Exercise requirements:
In your copy, leave out the pictures and repeat the entries below exactly.

Given data Start Marker

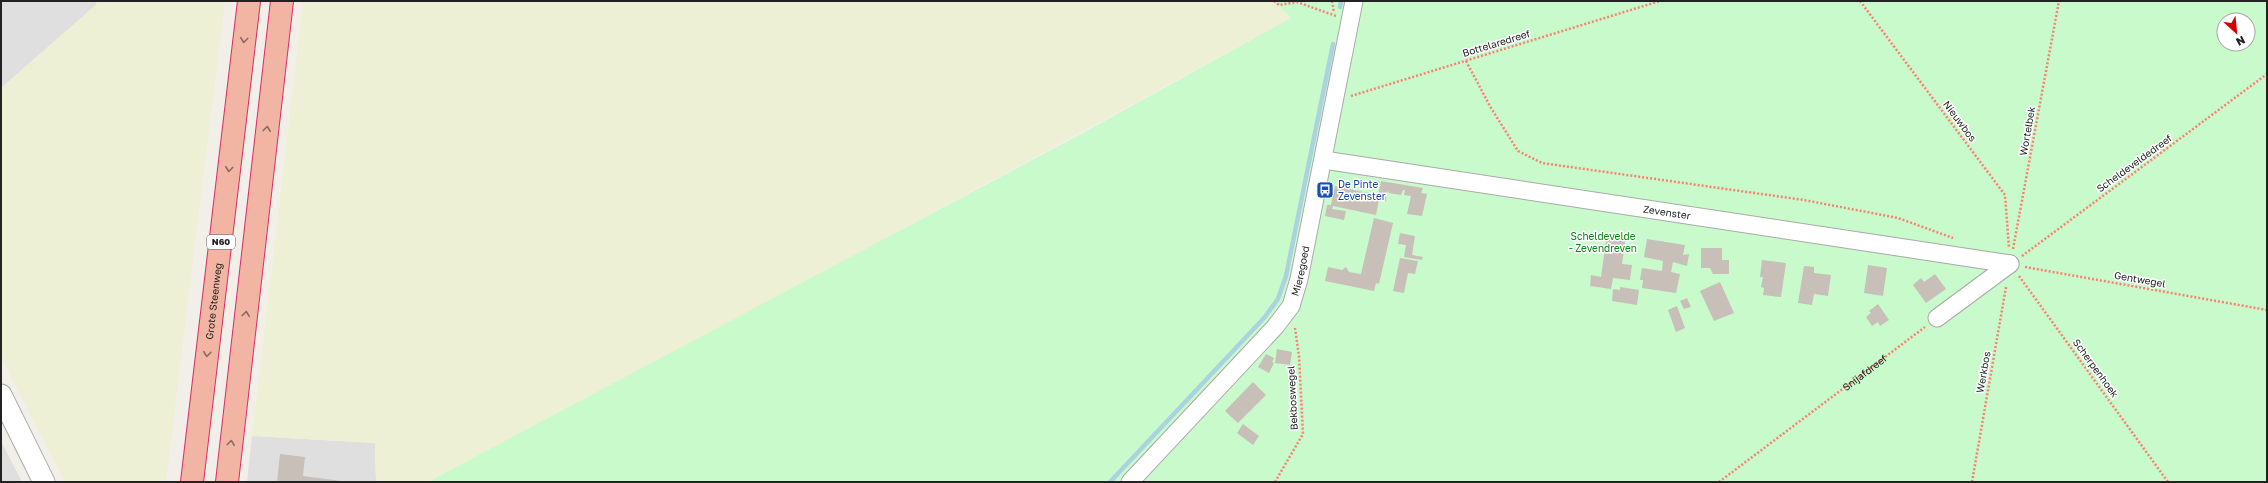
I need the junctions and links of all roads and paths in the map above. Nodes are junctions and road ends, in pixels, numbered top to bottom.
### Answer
1 (248, 1) edge
2 (282, 1) edge
3 (1274, 1) edge
4 (1332, 1) edge
5 (1354, 1) edge
6 (1660, 1) edge
7 (1860, 1) edge
8 (2059, 1) edge
9 (1466, 61) junction
10 (2267, 74) edge
11 (1336, 101) junction
12 (1324, 160) junction
13 (1970, 258) junction
14 (2010, 264) junction
15 (1291, 306) junction
16 (2267, 310) edge
17 (1938, 318) joint
18 (1, 395) edge
19 (44, 482) edge
20 (192, 482) edge
21 (227, 482) edge
22 (1130, 482) edge
23 (1274, 482) edge
24 (1719, 482) edge
25 (1972, 482) edge
26 (2168, 482) edge

1 -> 20 highway, Grote Steenweg / N60
21 -> 2 highway
3 - 4 path
5 - 11 street, Mieregoed
6 - 9 path, Bottelaredreef
7 - 14 path, Nieuwbos
8 - 14 path, Wortelbek
9 - 11 path, Bottelaredreef
9 - 13 path
10 - 14 path, Scheldeveldedreef
11 - 12 street, Mieregoed
12 - 13 street, Zevenster
12 - 15 street, Mieregoed
13 - 14 street, Zevenster
14 - 16 path, Gentwegel
14 - 17 street
14 - 25 path, Werkbos
14 - 26 path, Scherpenhoek
15 - 22 street, Mieregoed
15 - 23 path, Bekboswegel
17 - 24 path, Snijafdreef
18 - 19 street

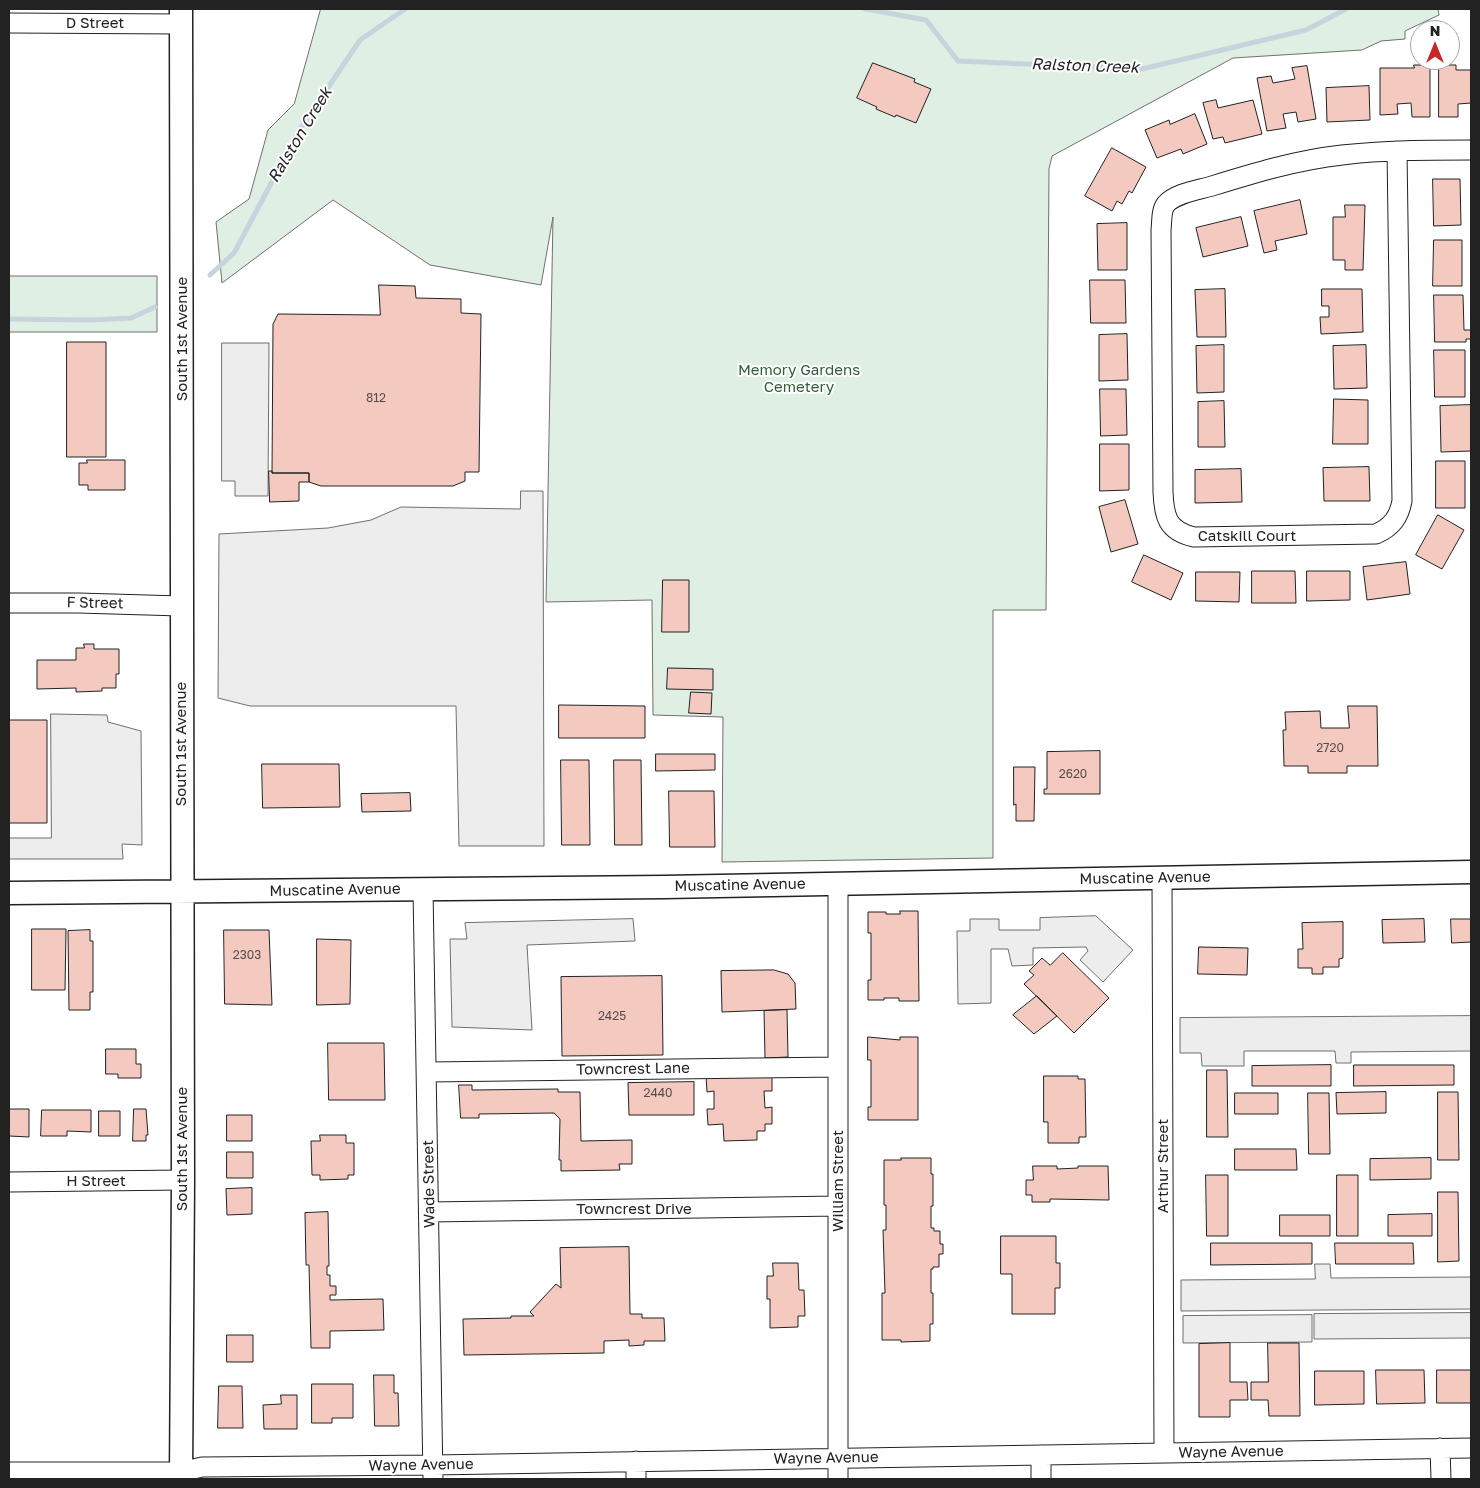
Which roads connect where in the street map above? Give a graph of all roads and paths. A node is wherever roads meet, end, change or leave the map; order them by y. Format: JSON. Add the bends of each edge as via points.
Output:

Given data End Marker

Exercise response:
I need the junctions and links of all roads and paths in the map above. Nodes are junctions and road ends, in pixels, numbered top to bottom.
### Answer
1 (248, 1) edge
2 (282, 1) edge
3 (1274, 1) edge
4 (1332, 1) edge
5 (1354, 1) edge
6 (1660, 1) edge
7 (1860, 1) edge
8 (2059, 1) edge
9 (1466, 61) junction
10 (2267, 74) edge
11 (1336, 101) junction
12 (1324, 160) junction
13 (1970, 258) junction
14 (2010, 264) junction
15 (1291, 306) junction
16 (2267, 310) edge
17 (1938, 318) joint
18 (1, 395) edge
19 (44, 482) edge
20 (192, 482) edge
21 (227, 482) edge
22 (1130, 482) edge
23 (1274, 482) edge
24 (1719, 482) edge
25 (1972, 482) edge
26 (2168, 482) edge

1 -> 20 highway, Grote Steenweg / N60
21 -> 2 highway
3 - 4 path
5 - 11 street, Mieregoed
6 - 9 path, Bottelaredreef
7 - 14 path, Nieuwbos
8 - 14 path, Wortelbek
9 - 11 path, Bottelaredreef
9 - 13 path
10 - 14 path, Scheldeveldedreef
11 - 12 street, Mieregoed
12 - 13 street, Zevenster
12 - 15 street, Mieregoed
13 - 14 street, Zevenster
14 - 16 path, Gentwegel
14 - 17 street
14 - 25 path, Werkbos
14 - 26 path, Scherpenhoek
15 - 22 street, Mieregoed
15 - 23 path, Bekboswegel
17 - 24 path, Snijafdreef
18 - 19 street

Which roads connect where in the street map above? Give a graph of all roads and paths. A node is wherever roads meet, end, change or leave the map; order them by y. Format: JSON. Add the bends of each edge as via points.
Output:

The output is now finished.